Exercise details: Please show every line in the entries below that includes the word "numbered".

(Stored data entries)
━━━━━━━━━━━━━━━━━━━━━━━━━━━━━━
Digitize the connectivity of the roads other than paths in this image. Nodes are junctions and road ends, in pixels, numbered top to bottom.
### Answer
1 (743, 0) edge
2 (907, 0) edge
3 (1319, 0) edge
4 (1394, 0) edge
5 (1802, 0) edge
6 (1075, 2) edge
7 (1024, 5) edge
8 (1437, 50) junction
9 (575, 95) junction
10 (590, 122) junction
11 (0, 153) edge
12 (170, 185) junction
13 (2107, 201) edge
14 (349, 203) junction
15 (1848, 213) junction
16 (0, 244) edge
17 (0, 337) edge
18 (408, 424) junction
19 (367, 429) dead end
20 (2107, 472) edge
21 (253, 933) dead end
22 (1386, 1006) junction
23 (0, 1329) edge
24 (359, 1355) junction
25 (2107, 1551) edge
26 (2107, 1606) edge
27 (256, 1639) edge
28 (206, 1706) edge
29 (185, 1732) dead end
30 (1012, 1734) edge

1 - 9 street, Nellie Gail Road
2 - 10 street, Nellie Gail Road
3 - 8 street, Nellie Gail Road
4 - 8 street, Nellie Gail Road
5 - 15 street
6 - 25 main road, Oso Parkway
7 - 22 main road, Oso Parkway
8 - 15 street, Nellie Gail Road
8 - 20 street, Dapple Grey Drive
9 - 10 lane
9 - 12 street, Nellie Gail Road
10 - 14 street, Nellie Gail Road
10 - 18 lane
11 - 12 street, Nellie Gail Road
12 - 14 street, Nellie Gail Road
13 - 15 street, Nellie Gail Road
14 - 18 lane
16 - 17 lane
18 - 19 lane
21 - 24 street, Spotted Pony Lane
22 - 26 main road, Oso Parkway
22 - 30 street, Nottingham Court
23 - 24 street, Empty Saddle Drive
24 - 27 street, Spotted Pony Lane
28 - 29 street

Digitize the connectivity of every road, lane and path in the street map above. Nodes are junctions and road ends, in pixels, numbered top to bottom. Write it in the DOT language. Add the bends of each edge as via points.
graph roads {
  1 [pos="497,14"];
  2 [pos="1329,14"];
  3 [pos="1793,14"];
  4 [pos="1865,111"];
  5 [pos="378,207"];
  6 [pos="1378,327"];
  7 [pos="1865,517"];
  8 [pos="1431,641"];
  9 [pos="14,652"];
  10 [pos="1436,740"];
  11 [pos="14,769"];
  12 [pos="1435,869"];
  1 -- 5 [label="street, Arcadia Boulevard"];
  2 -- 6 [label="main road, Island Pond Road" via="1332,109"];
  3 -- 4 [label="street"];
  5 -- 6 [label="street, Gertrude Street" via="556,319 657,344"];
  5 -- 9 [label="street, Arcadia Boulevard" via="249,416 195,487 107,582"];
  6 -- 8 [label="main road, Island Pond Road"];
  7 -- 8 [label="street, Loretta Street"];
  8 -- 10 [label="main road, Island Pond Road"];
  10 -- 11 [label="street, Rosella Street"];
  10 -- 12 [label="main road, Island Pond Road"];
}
━━━━━━━━━━━━━━━━━━━━━━━━━━━━━━
Reply:
Digitize the connectivity of the roads other than paths in this image. Nodes are junctions and road ends, in pixels, numbered top to bottom.
Digitize the connectivity of every road, lane and path in the street map above. Nodes are junctions and road ends, in pixels, numbered top to bottom. Write it in the DOT language. Add the bends of each edge as via points.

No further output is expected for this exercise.